The iPSC platform gives us a new opportunity. We have really encouraging and exciting preclinical data for our ability to differentiate these iPSCs into a T-cell lineage but we now need to scale-up the process and make this GMP compatible so it can be administered to patients. There are some unique aspects to the cell product. Our publication will show that these cells look very T-cell-like. They have a conventional T-cell phenotype but the majority of cells are more CD8 in the product versus CD4. We’re trying to use that to our advantage to build out a potent therapy and combination therapies that will be geared to promoting the therapeutic activity of a CD8 CAR product.

What are the biggest challenges to have a meaningful clinical impact on brain tumors?

The first is how to get the cells there. That is a huge challenge in brain tumors because these are regional cancers protected by the blood-brain barrier. How do you get these cells to infiltrate and penetrate these tumors? A lot of our work has been focused on that question and we have started out by focusing on optimizing the route of delivery to address this challenge. We are now looking at other ways to promote trafficking of the cells and creating an environment in the tumor to better recruit these immune cells.
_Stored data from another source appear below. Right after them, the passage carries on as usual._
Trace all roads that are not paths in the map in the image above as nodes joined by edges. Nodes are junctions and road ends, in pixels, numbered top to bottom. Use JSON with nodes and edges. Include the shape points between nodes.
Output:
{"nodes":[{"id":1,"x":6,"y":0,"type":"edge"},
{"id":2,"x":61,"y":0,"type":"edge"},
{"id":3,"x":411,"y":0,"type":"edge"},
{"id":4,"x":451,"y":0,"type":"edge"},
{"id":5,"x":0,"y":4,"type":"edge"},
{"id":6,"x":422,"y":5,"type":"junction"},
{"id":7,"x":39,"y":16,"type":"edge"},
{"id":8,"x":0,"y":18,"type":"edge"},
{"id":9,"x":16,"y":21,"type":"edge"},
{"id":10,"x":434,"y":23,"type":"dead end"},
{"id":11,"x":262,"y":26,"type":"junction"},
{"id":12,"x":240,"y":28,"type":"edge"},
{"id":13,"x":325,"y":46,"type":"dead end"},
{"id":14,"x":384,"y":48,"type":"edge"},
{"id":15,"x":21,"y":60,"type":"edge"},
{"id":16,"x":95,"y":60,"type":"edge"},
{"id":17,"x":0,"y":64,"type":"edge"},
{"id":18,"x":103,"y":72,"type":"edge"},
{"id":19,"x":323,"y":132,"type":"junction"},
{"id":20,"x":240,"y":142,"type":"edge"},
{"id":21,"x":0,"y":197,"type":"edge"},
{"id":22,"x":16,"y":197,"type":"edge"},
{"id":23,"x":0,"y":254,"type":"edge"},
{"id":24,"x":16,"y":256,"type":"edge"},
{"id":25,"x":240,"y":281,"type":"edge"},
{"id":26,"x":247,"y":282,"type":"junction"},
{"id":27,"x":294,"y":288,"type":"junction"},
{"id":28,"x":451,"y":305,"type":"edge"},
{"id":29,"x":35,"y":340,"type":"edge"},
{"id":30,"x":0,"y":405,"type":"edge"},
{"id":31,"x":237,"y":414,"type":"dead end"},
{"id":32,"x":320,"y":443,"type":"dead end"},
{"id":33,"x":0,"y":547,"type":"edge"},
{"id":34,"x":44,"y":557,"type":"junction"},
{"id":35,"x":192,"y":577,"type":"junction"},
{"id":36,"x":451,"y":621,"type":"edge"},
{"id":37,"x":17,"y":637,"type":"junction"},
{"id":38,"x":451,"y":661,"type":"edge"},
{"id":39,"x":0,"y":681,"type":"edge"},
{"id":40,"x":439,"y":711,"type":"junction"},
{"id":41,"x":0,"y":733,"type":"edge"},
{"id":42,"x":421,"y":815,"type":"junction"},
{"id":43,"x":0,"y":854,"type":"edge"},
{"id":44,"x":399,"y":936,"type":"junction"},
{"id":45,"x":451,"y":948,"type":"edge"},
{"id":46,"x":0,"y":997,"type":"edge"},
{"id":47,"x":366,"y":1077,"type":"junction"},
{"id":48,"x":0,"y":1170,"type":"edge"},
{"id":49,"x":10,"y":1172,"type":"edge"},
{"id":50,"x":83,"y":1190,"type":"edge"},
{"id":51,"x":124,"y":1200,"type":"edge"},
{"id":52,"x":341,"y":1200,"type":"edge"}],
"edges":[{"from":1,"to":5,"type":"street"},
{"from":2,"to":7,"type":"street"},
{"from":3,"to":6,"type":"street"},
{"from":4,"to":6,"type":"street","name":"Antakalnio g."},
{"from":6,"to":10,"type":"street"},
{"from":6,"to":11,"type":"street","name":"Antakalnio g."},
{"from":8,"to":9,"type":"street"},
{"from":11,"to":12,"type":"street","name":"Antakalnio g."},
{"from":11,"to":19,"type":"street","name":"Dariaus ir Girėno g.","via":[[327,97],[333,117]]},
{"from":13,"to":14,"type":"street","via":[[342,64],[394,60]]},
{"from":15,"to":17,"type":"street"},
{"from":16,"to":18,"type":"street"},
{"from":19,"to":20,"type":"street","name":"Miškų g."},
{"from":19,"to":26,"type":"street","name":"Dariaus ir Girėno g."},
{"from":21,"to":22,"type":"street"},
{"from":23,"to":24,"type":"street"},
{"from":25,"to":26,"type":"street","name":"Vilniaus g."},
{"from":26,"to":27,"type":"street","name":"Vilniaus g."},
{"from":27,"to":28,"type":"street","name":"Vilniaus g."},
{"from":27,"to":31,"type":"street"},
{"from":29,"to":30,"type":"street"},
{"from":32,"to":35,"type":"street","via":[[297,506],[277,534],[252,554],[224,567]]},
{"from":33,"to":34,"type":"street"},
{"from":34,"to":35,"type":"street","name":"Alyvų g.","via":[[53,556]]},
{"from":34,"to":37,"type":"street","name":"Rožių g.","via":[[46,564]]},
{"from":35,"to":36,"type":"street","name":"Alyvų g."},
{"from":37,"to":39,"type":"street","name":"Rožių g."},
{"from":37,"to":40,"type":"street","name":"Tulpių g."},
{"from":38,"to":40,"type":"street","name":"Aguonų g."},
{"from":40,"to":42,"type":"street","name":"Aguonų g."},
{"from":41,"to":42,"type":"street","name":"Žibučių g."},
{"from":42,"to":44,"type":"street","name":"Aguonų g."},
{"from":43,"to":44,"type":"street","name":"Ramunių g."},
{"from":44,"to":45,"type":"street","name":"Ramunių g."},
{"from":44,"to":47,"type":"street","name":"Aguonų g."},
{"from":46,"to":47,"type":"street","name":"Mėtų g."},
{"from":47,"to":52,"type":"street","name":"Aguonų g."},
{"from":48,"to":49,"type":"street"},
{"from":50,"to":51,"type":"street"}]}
That’s true of all solid tumors but brain tumors represent a unique challenge because of its location.

The second key challenge for solid tumors is figuring out how to safely target without compromising or targeting normal tissue. At City of Hope, we are evaluating three novel CARs for GBM and hoping to build out trials combining them to have a multitargeted approach to address the challenge of heterogeneity. You want specificity but also broad targeting. A year ago we published in Science Translational Medicine a novel CAR using the chlorotoxin peptide, and are now looking to evaluate the utility of this CAR in the clinic and whether it will be tolerated by patients and if it will broadly target tumors as our preclinical data has suggested.

Lastly is the tumor microenvironment. How do you co-opt the microenvironment to become more antitumor? Our publication that is coming out and is online shows how CAR-T cells not only kill the tumor but through production of inflammatory cytokines like IFNgamma can reshape the tumor microenvironment and actually promote endogenous immunological memory. That is really exciting because it shows that the CAR-T cells can kill and, under the right conditions, stimulate a host immune response. I think that the engagement of endogenous immune cells will be critical as we try to develop therapies that are highly effective against solid tumors. There is evidence that CAR-T cells can convert a tumor from “cold” to “hot” and recruit in more immune cells.

What will the next generation of therapies for GBM or brain tumor in general look like?

Most of our trials are focused on GBM. If you can crack the nut of curing GBM, you have a good likelihood of helping patients with any type of malignant brain tumor. Most of my studies and research has focused on GBM as the model for malignant brain tumors. It’s the most common and it’s an intractable tumor with few efficacious therapies.

The next generation of therapy will be a multipronged approach that targets tumors in a way that engages the host immune system. We hope these therapeutic cells will act as micro-scalpels that are able to go throughout the brain parenchyma and other areas and eliminate these sites of malignant disease. It’s not going to be easy. We spoke about the challenges. But I am optimistic. I think that there are a lot of exciting innovations going on in the field and bringing together other fields to make a meaningful impact for this patient population and other solid tumors.